### Supplied material
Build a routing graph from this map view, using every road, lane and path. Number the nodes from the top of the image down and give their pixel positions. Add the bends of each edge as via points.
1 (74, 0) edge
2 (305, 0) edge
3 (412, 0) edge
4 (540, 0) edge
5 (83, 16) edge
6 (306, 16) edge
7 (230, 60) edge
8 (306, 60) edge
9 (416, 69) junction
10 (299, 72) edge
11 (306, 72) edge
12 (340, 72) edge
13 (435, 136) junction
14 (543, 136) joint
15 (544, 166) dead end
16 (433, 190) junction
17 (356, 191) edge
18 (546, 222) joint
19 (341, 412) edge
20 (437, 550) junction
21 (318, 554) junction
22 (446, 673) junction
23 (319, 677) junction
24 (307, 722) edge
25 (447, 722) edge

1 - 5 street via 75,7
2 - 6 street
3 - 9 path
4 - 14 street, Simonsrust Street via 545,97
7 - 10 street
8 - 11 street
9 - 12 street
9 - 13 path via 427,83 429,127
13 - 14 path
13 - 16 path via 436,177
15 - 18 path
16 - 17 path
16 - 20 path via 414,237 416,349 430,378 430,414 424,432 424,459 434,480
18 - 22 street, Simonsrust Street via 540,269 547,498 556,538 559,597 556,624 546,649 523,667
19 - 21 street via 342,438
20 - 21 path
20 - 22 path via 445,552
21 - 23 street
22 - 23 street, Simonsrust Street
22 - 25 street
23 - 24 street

### What you need to do
In the entries above, identify every line with the word "junction". Copy those lines.

### Result for this exercise
9 (416, 69) junction
13 (435, 136) junction
16 (433, 190) junction
20 (437, 550) junction
21 (318, 554) junction
22 (446, 673) junction
23 (319, 677) junction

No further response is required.